A recent Indiana Court of Appeals case decided November 15, 2016, Wooten v. Caesar’s Riverboat Casino, LLC, clarified the law regarding a person’s ability to sue for an injury sustained while engaged in a sport.
The 2016 case involved two golf carts colliding in a fairway while the golfers looked for their golf balls. One of the golfers claimed an injury arising from the collision. The 2016 case affirmed Indiana law holding a negligence claim will not lie against a participant in a sports activity, if the conduct complained of is within the range of ordinary behavior of participants in the sport.
The 2016 case reviewed a 2011 case involving a golfer hitting an errant tee shot, which struck a 16-year-old beverage cart driver in the mouth causing severe injuries. In the 2011 case, the Court held that hitting an errant tee shot and yelling “fore” or the failure to do so, fell within the range of ordinary behavior for golfers, and the court dismissed the beverage cart driver’s negligence claim against the golfer.
Likewise, in a 2011 case involving a Little League mom who was hit in the knee by a young batter taking practice swings outside the dugout, the court dismissed the mom’s negligence claim, holding that she incurred the risk of injury when she stood in the area between the dugout and the opening in the fence. The Court further held that the mom’s injury was due to risks inherent in the sporting event, and dismissed the negligence claim against the Little League player.

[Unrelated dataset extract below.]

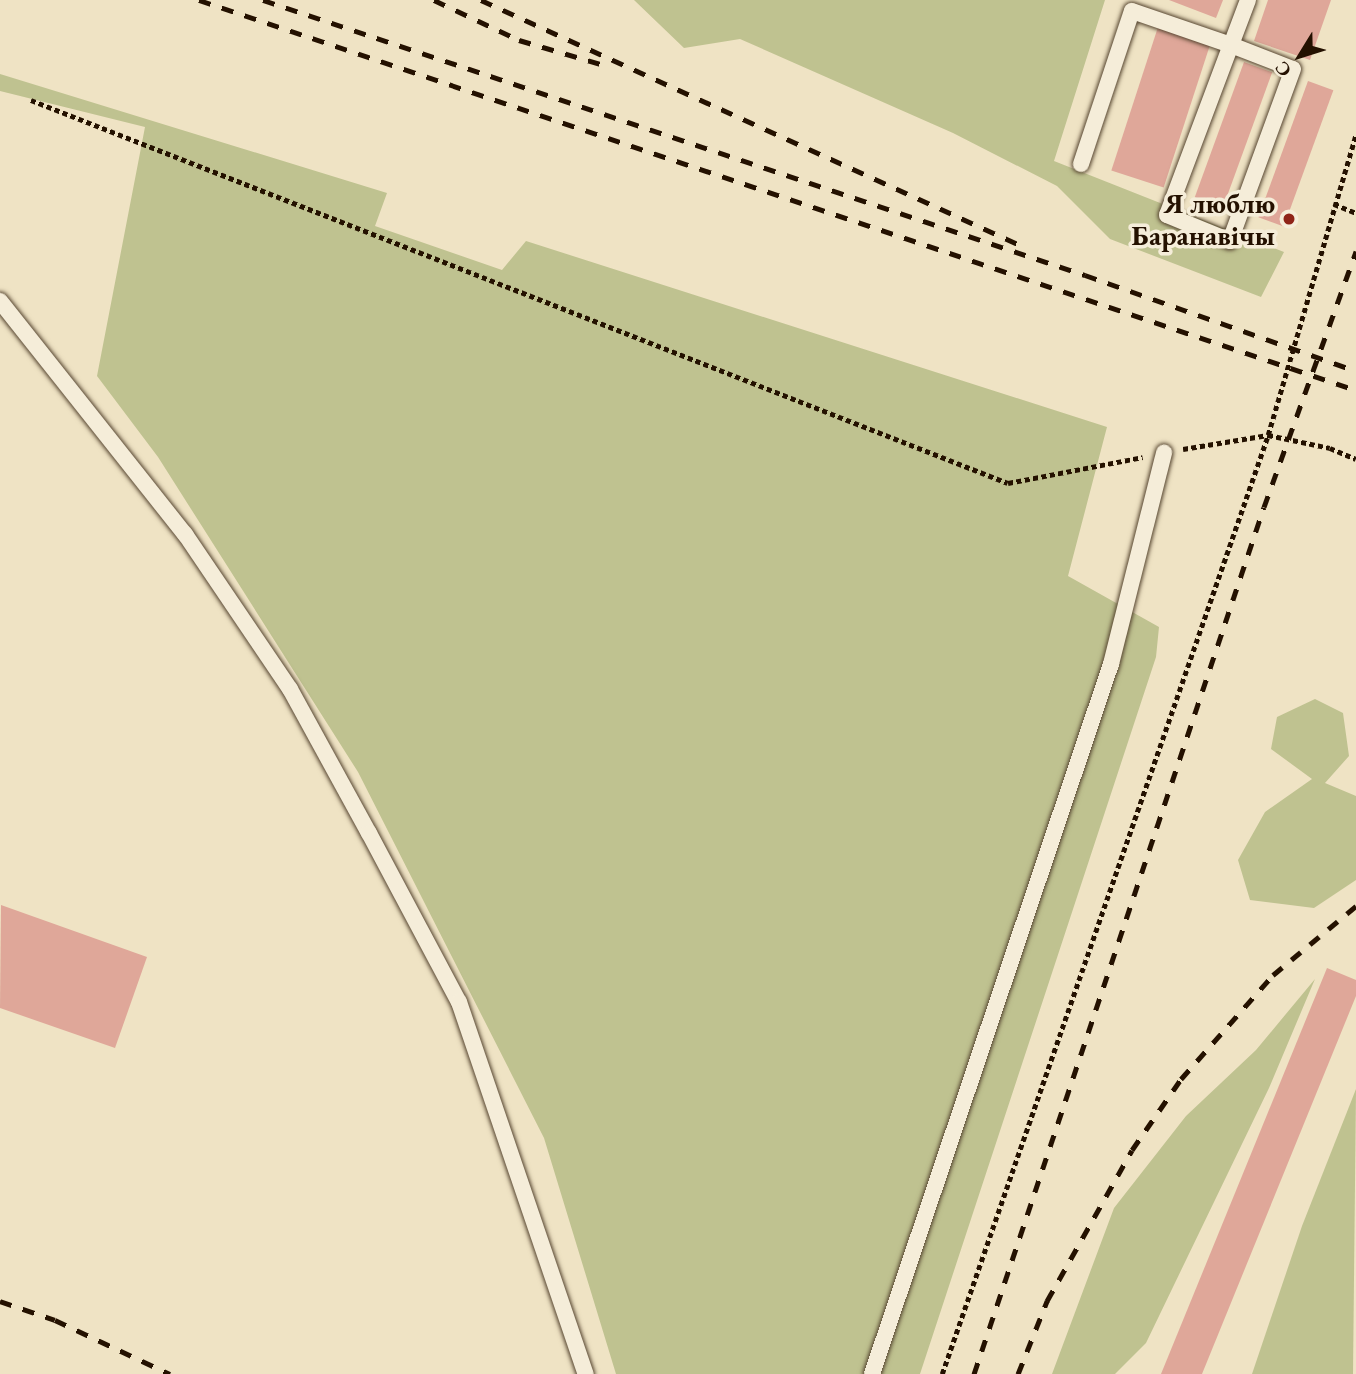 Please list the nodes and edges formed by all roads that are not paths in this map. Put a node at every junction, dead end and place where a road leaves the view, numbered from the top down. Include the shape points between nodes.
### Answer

Indiana courts do hold that if a participant engages in an intentional or reckless behavior, causing injury to another participant or bystander, a negligence claim might not be so easily dismissed. But if a defendant can show his activities were within the normal course of behavior for participants in a given sport, and the person bringing the claim fails to bring evidence of recklessness or intent, an Indiana court is likely to dismiss the case.